Cox‐2 Regulation Differs Between Sexes in the Secondary Inflammatory Response Following Experimental Penetrating Focal Brain Injury in Rats
Artikel i övriga tidskrifter, 2014
Traumatic brain injury (TBI) is followed by secondary neuronal degeneration, largely dependent on an inflammatory response. This response is probably gender specific, since females are generally better protected than males in animal models and human epidemiological studies of TBI. The reasons are not fully known. We examined aspects of the inflammatory response following experimental TBI in male and female rats to explore possible gender differences. A penetrating brain injury model was used to produce focal TBI in male (n=10) and female (n=10) rats. After 24 h and 72 h the brains were removed and subjected to immunohistochemical analyses and in situ hybridization. Cox‐2 mRNA was elevated in the perilesional area compared to the un‐injured contralateral side, and significantly higher in males compared to females at 24 h and 72 h (p<0.05). iNOS mRNA and protein expression, GFAP, osteopontin, 3‐nitrotyrosine and Fluoro Jade positive cells were upregulated in the perilesional area at 24 h with no difference between sexes. Our findings showed a gender difference in posttraumatic Cox‐2 levels in Sprague‐Dawly rats.
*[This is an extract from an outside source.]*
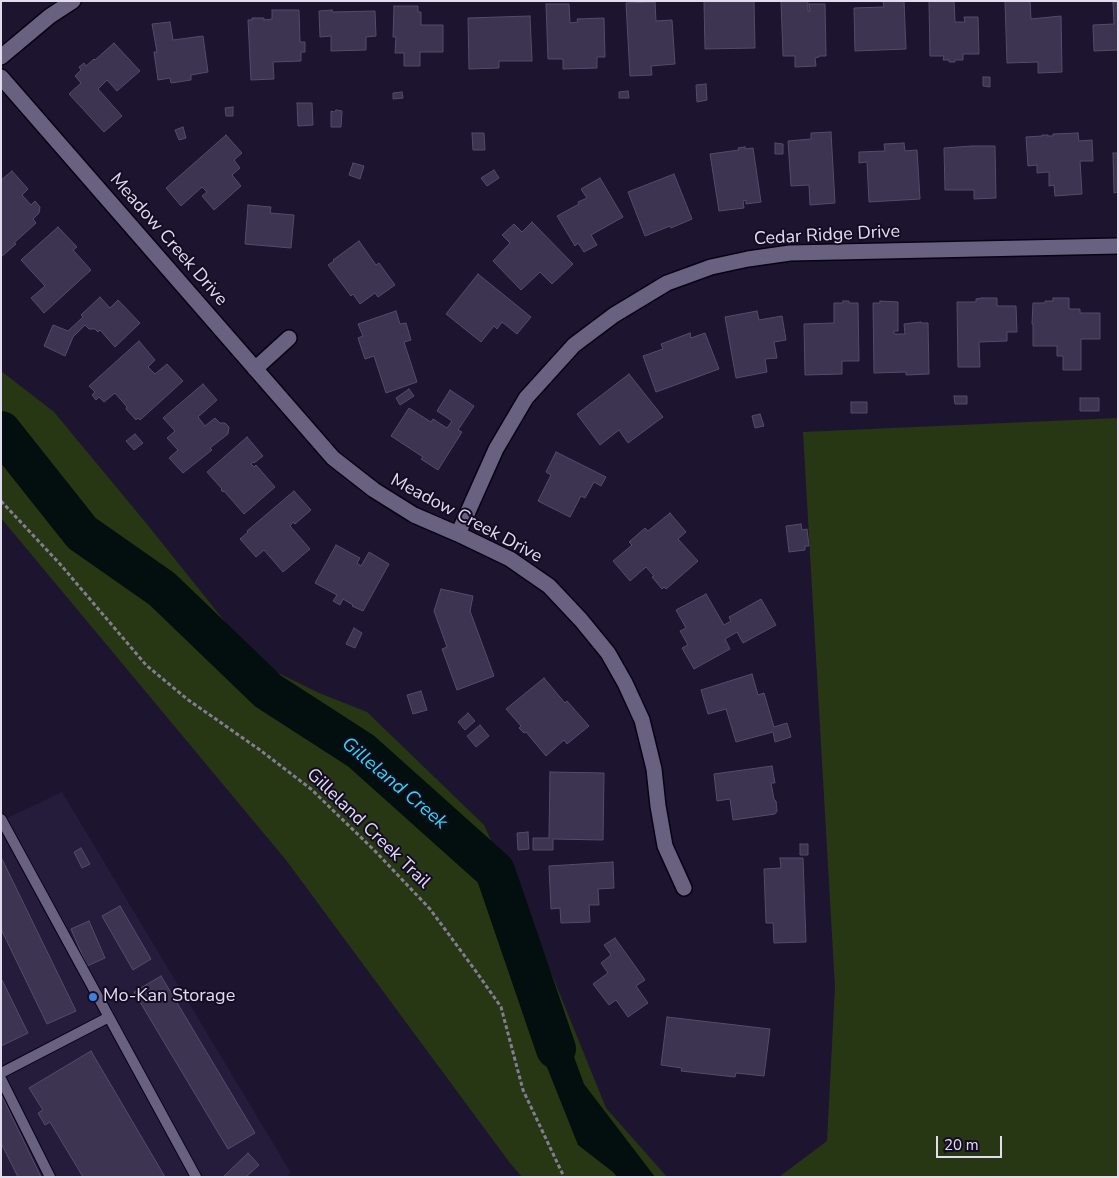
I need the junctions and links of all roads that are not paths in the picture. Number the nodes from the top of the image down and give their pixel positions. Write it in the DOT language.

It is possible that the sex specific trait of the secondary inflammatory response may be connected to prostaglandin regulation rather than oxidative stress also in clinical contexts. The difference did, however, not correlate with altered neuronal death at 24 h. Astrogliosis and microgliosis did not differ between sexes. This heterogeneity comprises a sex dependent quality. The identification of gender specific post‐traumatic processes demonstrates a gender‐specific metabolic quality, which may partially explain variances in outcome after TBI.